Source: Stout Risius Ross, Inc. Used with permission.

HOW DOES THIS TRANSLATE INTO VALUE CREATION?

As previously noted, many of the typical franchise’s revenue streams have been maximized. While capacity at a facility may be limited, the opportunity to increase revenues through international growth and real estate development initiatives are immense. Real estate development presents opportunities for owners to differentiate their team by growing non-shared revenue streams.

As leagues pursue globalization strategies, they will elevate league-wide revenues. Since these revenue streams are typically shared by all teams equally, successful globalization strategies should increase the value of all franchises within a given league. Further, as talent from around the world continues to represent an increasing percentage of players and overall interest in sports occurs, the demand for product and content abroad will increase. This increased demand will translate into increasing revenue streams, especially for those that embrace and capture the opportunity that exists. In addition to the impact of globalization on revenue streams, globalization can impact the valuation of franchises through the incremental demand that can be created by expanding the buyer pool to include more international buyers. The tapping of the significant wealth that exists outside of the U.S. is an opportunity that cannot be overlooked.

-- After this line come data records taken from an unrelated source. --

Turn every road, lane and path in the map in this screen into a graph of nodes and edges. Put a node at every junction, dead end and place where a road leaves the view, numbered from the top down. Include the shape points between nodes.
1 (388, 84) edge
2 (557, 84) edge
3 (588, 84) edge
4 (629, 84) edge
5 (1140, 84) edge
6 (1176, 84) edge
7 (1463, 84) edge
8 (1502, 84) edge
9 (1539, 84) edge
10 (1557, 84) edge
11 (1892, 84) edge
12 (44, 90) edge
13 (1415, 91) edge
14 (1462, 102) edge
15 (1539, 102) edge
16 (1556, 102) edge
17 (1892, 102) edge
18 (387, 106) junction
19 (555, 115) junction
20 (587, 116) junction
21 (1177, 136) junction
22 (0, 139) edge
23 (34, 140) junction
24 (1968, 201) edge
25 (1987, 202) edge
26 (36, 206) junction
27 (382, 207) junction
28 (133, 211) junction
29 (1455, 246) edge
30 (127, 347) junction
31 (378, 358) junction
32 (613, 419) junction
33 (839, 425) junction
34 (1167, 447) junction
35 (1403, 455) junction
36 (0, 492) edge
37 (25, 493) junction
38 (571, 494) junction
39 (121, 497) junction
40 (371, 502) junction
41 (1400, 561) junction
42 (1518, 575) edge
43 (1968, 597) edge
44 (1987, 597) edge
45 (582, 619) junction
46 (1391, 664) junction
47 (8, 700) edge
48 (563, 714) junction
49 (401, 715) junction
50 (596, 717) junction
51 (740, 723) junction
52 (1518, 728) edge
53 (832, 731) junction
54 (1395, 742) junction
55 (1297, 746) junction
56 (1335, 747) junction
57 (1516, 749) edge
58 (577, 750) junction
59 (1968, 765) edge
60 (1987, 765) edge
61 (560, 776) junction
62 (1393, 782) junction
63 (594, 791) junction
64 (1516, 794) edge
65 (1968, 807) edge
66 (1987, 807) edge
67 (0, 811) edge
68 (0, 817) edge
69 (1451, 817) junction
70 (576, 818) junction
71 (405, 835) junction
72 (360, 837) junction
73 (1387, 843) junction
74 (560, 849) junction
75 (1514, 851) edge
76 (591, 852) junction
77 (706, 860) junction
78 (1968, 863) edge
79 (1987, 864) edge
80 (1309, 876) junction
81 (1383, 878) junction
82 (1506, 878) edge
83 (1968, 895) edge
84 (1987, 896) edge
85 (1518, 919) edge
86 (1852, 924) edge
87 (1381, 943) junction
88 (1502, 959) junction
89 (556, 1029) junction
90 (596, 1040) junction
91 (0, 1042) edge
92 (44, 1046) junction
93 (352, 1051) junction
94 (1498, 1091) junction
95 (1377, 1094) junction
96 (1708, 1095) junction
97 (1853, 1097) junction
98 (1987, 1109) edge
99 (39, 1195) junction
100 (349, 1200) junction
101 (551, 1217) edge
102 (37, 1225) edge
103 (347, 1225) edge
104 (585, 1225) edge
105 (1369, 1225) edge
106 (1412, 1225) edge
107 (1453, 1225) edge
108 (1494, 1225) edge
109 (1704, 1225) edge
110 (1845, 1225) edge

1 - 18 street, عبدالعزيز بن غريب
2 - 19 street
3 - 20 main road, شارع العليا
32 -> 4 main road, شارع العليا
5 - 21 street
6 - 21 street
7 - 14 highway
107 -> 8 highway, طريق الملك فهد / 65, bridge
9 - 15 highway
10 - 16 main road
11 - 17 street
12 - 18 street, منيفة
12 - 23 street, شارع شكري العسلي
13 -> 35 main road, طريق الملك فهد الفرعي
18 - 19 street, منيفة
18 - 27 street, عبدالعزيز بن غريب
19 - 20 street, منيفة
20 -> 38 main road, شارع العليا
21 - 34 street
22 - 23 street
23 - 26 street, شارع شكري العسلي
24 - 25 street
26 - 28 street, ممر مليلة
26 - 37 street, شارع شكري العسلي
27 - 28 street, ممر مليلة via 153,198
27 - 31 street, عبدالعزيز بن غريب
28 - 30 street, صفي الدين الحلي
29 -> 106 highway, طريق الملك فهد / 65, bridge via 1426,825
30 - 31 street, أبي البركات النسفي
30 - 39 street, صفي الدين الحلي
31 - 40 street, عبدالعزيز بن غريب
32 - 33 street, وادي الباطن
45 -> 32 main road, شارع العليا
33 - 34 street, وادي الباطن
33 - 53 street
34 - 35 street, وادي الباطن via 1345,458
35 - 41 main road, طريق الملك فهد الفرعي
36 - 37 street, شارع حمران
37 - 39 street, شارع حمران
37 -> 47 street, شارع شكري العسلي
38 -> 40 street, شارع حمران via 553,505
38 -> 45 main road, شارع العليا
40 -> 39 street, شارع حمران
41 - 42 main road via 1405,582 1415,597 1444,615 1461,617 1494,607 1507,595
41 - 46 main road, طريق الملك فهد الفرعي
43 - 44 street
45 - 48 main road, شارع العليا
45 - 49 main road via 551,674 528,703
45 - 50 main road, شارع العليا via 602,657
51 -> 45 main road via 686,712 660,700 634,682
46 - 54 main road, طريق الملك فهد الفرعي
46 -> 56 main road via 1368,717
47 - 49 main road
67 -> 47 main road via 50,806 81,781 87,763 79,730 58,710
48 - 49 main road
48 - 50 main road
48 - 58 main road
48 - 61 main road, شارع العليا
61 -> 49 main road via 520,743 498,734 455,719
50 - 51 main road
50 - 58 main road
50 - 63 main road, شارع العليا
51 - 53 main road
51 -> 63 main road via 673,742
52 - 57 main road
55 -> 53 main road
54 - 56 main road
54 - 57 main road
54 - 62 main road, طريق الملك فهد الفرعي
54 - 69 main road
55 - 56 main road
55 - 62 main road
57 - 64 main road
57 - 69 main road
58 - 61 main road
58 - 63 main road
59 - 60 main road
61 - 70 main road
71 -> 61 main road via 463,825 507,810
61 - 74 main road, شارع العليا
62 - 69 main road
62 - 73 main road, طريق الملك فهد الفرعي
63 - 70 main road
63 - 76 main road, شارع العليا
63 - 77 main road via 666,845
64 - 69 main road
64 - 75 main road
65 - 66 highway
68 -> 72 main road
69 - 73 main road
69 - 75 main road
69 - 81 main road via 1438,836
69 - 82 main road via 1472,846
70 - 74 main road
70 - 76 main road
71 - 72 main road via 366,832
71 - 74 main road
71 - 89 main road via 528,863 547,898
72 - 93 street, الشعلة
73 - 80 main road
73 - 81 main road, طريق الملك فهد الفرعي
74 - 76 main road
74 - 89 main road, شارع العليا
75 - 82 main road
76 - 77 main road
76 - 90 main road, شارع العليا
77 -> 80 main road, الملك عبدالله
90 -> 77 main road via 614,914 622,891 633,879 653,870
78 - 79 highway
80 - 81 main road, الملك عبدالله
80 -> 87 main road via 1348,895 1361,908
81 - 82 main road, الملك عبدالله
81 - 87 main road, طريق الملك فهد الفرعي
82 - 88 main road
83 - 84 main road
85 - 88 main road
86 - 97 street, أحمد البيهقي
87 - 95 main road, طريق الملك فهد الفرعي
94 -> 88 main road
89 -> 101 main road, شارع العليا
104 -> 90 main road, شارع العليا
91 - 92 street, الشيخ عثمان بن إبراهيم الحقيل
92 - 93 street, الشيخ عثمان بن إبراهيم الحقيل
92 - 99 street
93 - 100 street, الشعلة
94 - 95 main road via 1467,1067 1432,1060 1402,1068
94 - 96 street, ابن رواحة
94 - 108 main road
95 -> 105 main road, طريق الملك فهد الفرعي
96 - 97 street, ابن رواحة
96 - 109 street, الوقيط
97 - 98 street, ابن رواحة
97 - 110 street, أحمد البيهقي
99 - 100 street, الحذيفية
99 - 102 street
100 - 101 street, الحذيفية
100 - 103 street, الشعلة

Given the opportunities that exist within each league, it will not be surprising in the long-run, to see a convergence of franchise values between the various leagues. In the short-term, MLB and the NBA should realize greater increases in value as they benefit from an effort that is more fully developed. The NFL, on the other hand, will face a higher level of challenges due to limited participation in many international markets, and thus the opportunity may be slower to develop. The higher level of international players comprising professional soccer and the NHL provide a framework that these organizations can leverage to enhance overall league and franchise value.

Can professional sports teams achieve comparable value appreciation as the recent past? Only time will tell, but executing on both the real estate and global opportunities will certainly go a long way in helping owners maximize returns.

Discussion Questions

1.  From a valuation perspective, what are the advantages and disadvantages of revenue sharing in professional sports leagues?

2.  What valuation method would be better for buyers and why? Compare this method with other valuation methods used today. What valuation method would be best for sellers? Why?

3.  What are the differences in the effects of team naming discussed in these articles?

4.  What are the different barriers to globalization, as described by Phillips and Krasner?

5.  What are the most important factors driving valuation?

6.  Assuming that regional identities are more profitable to the value of a team, what barriers may prevent a team from successfully changing its name to a more regional one?

7.  Provide an example of why a losing team might be purchased for a large sum of money, consistent with the material discussed in this chapter.

8.  How does the impact of asymmetric information between buyers and sellers of sports franchises on the sales price of professional sports franchises differ from the impact it has on sales of nonsports businesses?

9.  What is a team’s “reputation,” and how does it impact the value of the team? Why is this relationship irrational?

10.  What are the most important factors in the credit rating process?